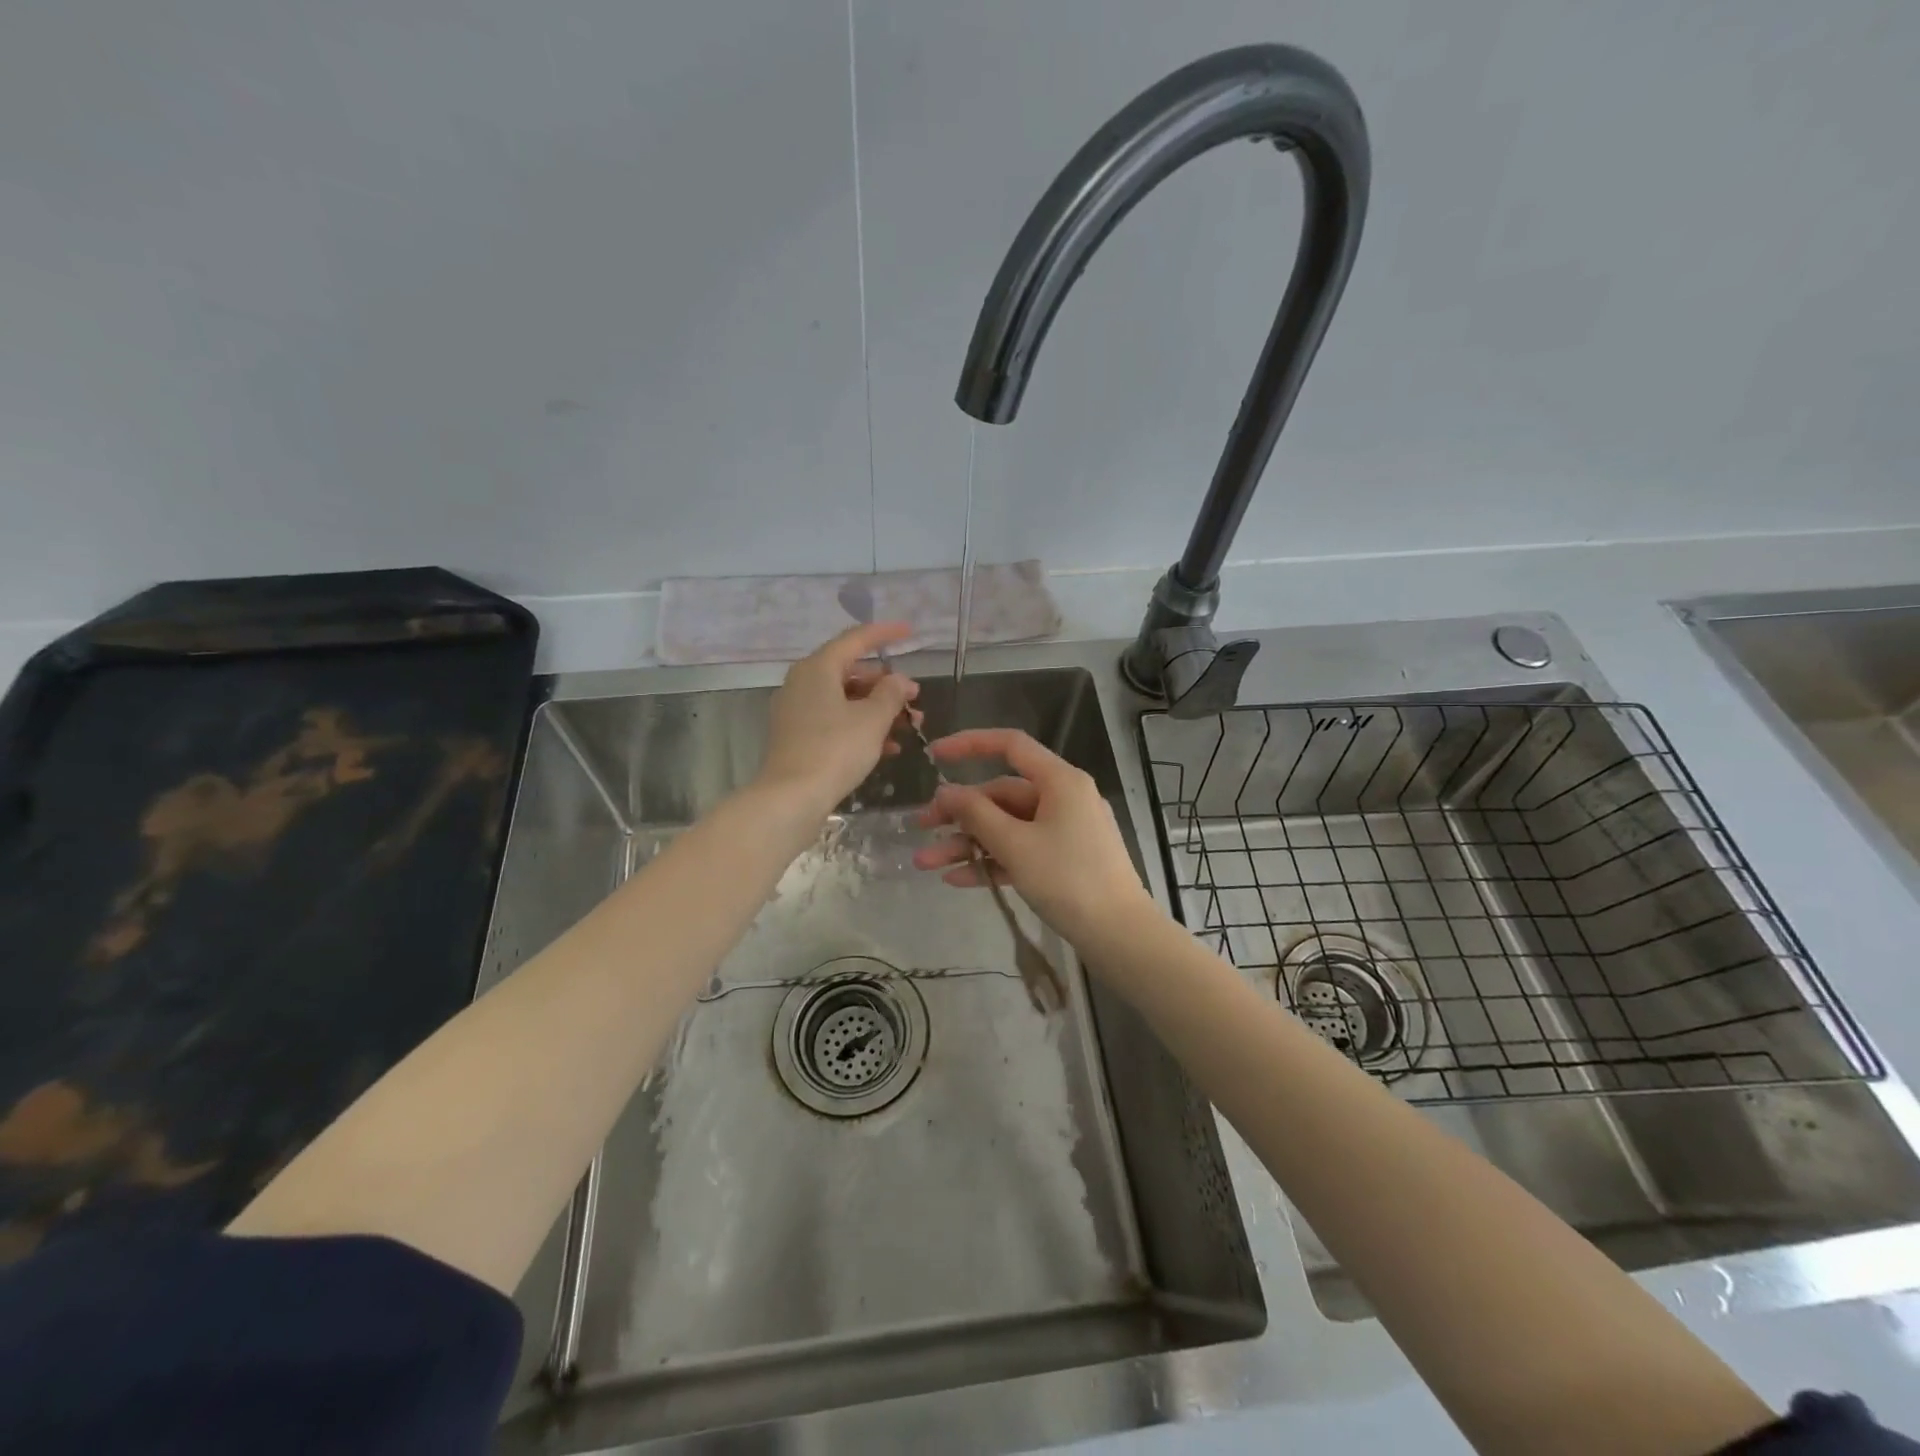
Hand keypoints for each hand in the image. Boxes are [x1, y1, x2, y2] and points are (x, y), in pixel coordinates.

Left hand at [757, 623, 920, 816]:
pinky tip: (888, 747)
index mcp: (818, 668)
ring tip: (910, 726)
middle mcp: (803, 683)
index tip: (910, 632)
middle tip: (914, 698)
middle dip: (886, 684)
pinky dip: (861, 726)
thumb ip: (892, 693)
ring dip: (878, 709)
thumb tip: (900, 680)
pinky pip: (835, 720)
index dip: (885, 634)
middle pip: (851, 672)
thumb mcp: (873, 719)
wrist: (791, 797)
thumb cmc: (835, 749)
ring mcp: (797, 710)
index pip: (855, 639)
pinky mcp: (798, 736)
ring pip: (845, 699)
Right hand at [913, 727, 1157, 947]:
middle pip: (1001, 794)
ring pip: (1006, 826)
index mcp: (1060, 781)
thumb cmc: (1068, 879)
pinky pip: (1020, 850)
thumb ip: (976, 814)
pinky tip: (956, 880)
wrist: (1119, 935)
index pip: (1010, 745)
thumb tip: (945, 790)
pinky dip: (991, 861)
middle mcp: (1063, 798)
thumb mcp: (1016, 845)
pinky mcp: (1063, 859)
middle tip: (920, 828)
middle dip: (959, 813)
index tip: (934, 755)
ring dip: (967, 843)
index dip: (970, 745)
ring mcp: (1064, 830)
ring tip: (926, 864)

:: TASK PROMPT ::
Return all the data above as written, leaving out only the pictures.

:: ANSWER TO THE PROBLEM ::
Hand keypoints for each hand in the image. Boxes are [x1, y1, x2, y2] and points are (x, y), in pixel coordinates.

Left hand at [757, 623, 920, 816]:
pinky tip: (888, 747)
index mcp: (818, 668)
ring tip: (910, 726)
middle mcp: (803, 683)
index tip: (910, 632)
middle tip: (914, 698)
middle dip: (886, 684)
pinky dip: (861, 726)
thumb ip: (892, 693)
ring dip: (878, 709)
thumb tip: (900, 680)
pinky pip: (835, 720)
index dip: (885, 634)
middle pip: (851, 672)
thumb mcp: (873, 719)
wrist: (791, 797)
thumb cmc: (835, 749)
ring mcp: (797, 710)
index pip: (855, 639)
pinky mcp: (798, 736)
ring pip: (845, 699)
Right hand at [913, 727, 1157, 947]:
middle pip: (1001, 794)
ring pip: (1006, 826)
index mcp: (1060, 781)
thumb cmc: (1068, 879)
pinky pip: (1020, 850)
thumb ip: (976, 814)
pinky tip: (956, 880)
wrist: (1119, 935)
index pip: (1010, 745)
thumb tip: (945, 790)
pinky dip: (991, 861)
middle mcp: (1063, 798)
thumb mcp: (1016, 845)
pinky mcp: (1063, 859)
middle tip: (920, 828)
middle dip: (959, 813)
index tip: (934, 755)
ring dip: (967, 843)
index dip: (970, 745)
ring mcp: (1064, 830)
ring tip: (926, 864)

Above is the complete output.